農業水産関連の被害広がる 農業用ハウスや養殖施設など
今回の地震で熊本県内では、農業用ハウスや田んぼ、ノリの養殖施設など、農業水産関連の被害も広がっています。
農林水産省は5日、災害対策本部会議を開き、午後2時時点の被害状況を報告しました。
このうち熊本県では、1973か所の農業用施設で被害が確認されています。
農業用ハウスが壊れる被害が相次いでいるほか、田んぼや畑に水を送る用水路にひびが入り、水が送れない場所も出ているということです。
また、389か所の田んぼや畑でのり面が崩れるなどの被害が出ています。
水産関連では、熊本県内の28の漁港で岸壁や防波堤などが壊れ、ノリを乾燥させる機械や水槽など養殖施設でも13件の被害が確認されました。
林業関連では、ひび割れなど林道の被害が85か所、木材の加工や流通のために使われる施設、23か所で建物の損壊などが見つかっています。
このほか、納豆や豆腐、パンをはじめとする食品工場でも、生産設備が壊れるなどの被害が確認され、操業を停止している工場も相次いでいるということです。
農林水産省は、職員を現地に派遣してさらに被害状況の調査を進めるとともに復旧の支援も行っています。
会議で鈴木農林水産大臣は「現在は農繁期で農業用水の需要も高まる時期で、今後の営農活動に対する不安が広がっている。

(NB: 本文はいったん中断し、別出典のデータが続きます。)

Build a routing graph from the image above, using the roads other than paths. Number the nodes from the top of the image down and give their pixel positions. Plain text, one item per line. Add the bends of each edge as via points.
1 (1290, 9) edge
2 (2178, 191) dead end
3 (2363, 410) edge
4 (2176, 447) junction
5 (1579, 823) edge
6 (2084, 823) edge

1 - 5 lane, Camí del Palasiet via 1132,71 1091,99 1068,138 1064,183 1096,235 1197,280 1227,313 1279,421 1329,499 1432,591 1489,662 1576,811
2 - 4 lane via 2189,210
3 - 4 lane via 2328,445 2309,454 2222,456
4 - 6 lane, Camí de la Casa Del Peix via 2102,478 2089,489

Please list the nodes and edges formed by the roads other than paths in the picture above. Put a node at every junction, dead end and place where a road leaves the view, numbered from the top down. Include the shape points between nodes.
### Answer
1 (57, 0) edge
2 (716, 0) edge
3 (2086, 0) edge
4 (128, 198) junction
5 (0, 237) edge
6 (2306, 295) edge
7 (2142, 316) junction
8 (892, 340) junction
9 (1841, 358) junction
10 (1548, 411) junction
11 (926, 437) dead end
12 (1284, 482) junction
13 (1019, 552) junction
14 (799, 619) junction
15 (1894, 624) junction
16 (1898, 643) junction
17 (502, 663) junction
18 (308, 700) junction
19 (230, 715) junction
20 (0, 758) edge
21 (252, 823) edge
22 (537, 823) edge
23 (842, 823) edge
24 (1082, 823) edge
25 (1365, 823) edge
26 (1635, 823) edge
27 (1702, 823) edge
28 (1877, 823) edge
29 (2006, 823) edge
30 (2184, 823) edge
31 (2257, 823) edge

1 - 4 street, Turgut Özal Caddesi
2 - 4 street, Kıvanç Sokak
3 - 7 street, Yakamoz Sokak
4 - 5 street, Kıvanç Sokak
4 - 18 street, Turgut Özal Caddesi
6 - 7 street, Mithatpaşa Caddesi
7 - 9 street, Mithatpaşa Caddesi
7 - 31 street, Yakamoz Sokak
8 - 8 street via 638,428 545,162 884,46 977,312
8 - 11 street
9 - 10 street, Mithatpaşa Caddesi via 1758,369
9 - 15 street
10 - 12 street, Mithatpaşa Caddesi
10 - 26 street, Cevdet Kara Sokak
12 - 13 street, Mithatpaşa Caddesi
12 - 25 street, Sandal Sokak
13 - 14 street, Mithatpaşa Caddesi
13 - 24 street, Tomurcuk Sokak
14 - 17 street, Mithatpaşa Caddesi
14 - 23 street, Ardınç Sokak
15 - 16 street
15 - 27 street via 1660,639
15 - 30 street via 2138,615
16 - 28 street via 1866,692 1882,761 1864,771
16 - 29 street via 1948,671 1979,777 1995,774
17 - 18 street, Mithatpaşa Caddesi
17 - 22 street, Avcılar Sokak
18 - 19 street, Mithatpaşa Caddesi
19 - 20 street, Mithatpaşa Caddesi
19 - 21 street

必要な対応に万全を期していく」と述べました。
観光庁 避難者受け入れ可能な宿泊施設 211施設確保
観光庁は、熊本県などと連携し、5日時点で、避難者の受け入れが可能なホテルや旅館などの宿泊施設をあわせて211施設確保したということです。
具体的には、
熊本県が127施設、福岡県が29施設、鹿児島県が28施設、大分県と宮崎県がそれぞれ9施設、長崎県が7施設、佐賀県が2施設となっています。
先月31日時点の73施設から、およそ3倍に増えました。
すでに一部の施設では避難の受け入れが始まっているということです。
観光庁は、「災害関連死を防ぐためにも、避難の状況を見ながら、さらなる宿泊施設の確保を検討したい」としています。